The shutter 26 is movable between a first shutter position ( FIG. 5 ) and a second shutter position ( FIG. 1 ) in a state where the cover 3 is at the closed position. In a state where the shutter 26 is at the first shutter position, the shutter 26 is positioned between the heat roller 6 B and the multilayer film 5 A. The shutter 26 is positioned at the first shutter position in a state where the sheet S is not supplied to the sheet conveying portion 4 . Further, the shutter 26 is positioned at the first shutter position in a state where the controller 24 is not in receipt of a layer transfer instruction. Further, the shutter 26 is positioned at the first shutter position even in a state where the cover 3 is at the open position as illustrated in FIG. 2 .

On the other hand, the shutter 26 is retracted from between the heat roller 6 B and the multilayer film 5 A when the shutter 26 is positioned at the second shutter position. The shutter 26 is positioned at the second shutter position when the controller receives a layer transfer instruction and transfers the transfer layer 12 A of the multilayer film 5 A to the sheet S.
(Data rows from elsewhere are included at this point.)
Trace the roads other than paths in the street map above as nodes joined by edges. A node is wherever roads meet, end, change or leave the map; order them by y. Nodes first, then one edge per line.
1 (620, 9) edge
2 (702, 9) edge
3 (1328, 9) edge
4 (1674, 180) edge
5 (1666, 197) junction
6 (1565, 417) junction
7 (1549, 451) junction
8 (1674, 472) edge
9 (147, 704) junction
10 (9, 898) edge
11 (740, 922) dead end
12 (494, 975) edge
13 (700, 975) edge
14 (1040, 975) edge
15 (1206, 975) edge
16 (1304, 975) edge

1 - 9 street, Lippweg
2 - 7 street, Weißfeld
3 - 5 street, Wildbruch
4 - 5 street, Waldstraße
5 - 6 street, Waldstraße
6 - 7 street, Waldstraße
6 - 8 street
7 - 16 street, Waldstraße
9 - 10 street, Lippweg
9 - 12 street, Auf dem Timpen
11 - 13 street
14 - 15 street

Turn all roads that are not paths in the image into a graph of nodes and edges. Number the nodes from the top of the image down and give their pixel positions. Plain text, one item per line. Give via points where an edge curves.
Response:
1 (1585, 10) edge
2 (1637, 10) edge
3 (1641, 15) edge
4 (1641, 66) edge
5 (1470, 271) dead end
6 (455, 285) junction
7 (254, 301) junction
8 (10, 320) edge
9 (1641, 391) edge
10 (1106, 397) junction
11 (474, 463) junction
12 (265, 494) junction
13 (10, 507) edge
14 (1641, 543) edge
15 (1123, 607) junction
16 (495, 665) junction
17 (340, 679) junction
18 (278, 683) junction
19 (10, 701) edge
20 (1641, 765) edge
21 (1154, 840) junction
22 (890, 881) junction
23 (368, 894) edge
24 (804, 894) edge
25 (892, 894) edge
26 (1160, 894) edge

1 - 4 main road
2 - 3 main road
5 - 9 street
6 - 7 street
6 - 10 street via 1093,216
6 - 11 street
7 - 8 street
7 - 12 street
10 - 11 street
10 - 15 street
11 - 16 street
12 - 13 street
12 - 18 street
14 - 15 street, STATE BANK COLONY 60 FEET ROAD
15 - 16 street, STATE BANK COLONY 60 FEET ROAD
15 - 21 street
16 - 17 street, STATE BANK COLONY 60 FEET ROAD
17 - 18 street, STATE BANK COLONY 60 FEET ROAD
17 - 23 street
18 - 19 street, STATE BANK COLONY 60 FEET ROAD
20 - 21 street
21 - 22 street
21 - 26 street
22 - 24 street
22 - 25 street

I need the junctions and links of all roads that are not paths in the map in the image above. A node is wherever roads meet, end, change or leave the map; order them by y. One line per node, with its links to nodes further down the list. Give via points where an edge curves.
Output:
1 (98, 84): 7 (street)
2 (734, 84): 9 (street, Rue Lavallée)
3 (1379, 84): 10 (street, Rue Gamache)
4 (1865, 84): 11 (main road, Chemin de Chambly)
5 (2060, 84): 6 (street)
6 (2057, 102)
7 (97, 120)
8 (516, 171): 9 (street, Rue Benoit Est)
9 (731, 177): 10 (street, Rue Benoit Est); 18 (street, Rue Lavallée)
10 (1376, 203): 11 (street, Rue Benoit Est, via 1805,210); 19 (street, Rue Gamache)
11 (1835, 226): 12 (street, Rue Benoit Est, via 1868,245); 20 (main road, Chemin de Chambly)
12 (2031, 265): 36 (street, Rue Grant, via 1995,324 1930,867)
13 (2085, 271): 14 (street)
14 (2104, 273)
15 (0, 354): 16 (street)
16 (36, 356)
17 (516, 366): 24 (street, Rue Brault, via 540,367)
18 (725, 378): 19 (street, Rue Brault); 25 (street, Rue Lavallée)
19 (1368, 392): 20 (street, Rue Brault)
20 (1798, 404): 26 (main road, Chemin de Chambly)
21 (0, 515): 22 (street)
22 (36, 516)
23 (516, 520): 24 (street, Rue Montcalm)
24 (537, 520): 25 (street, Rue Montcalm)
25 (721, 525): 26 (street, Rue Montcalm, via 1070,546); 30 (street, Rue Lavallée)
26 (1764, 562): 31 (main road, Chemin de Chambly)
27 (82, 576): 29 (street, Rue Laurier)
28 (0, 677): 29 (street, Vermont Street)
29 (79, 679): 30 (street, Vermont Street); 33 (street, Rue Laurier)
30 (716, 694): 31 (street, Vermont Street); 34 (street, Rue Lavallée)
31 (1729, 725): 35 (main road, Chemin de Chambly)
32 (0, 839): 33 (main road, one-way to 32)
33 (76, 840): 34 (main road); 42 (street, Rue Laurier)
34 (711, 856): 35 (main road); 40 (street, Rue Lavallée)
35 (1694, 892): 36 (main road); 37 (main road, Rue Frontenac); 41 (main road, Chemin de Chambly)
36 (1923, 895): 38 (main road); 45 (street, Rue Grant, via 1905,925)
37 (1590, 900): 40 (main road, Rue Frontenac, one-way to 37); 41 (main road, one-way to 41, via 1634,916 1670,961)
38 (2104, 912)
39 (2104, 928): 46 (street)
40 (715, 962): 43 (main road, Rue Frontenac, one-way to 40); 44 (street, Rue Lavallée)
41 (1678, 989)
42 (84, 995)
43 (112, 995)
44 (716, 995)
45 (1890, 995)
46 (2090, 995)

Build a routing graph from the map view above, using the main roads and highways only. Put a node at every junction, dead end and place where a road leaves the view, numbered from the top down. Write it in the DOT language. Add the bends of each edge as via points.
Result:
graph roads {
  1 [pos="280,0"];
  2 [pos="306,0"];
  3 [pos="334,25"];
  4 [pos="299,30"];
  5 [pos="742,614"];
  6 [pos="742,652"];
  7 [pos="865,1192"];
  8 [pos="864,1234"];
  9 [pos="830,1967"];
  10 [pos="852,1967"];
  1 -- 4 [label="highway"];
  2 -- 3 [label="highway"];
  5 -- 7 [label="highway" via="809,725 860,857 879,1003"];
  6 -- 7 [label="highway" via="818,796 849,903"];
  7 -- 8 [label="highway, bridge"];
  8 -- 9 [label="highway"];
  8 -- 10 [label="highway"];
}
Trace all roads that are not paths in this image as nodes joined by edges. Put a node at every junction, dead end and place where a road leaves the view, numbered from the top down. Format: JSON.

<2.3 First Temperature Sensors>

The first temperature sensors 22 A and 22 B are configured to measure temperature of a first member. The first member is a member that is heated by contacting with the sheet S or the multilayer film 5 A that has been heated by the heat roller 6 B. Alternatively, the first member may be a member that is heated by radiant heat from the sheet S or the multilayer film 5 A. In the present embodiment, the first member is a portion 25 of the cover 3 as illustrated in FIG. 3 . Specifically, the portion 25 of the cover 3 is positioned downstream of the pressure roller 6 A in the first direction. The portion 25 of the cover 3 functions as a conveying guide for guiding the sheet S moving from the pressure roller 6 A toward the conveyer roller 7 A (see FIG. 1 ). Therefore, the portion 25 of the cover 3 contacts the sheet S conveyed from the pressure roller 6 A toward the conveyer roller 7 A, and is heated by the sheet S. Note that although the portion 25 of the cover 3 is employed as the first member in this embodiment as described above, the conveyer roller 7 A may be employed as the first member, for example.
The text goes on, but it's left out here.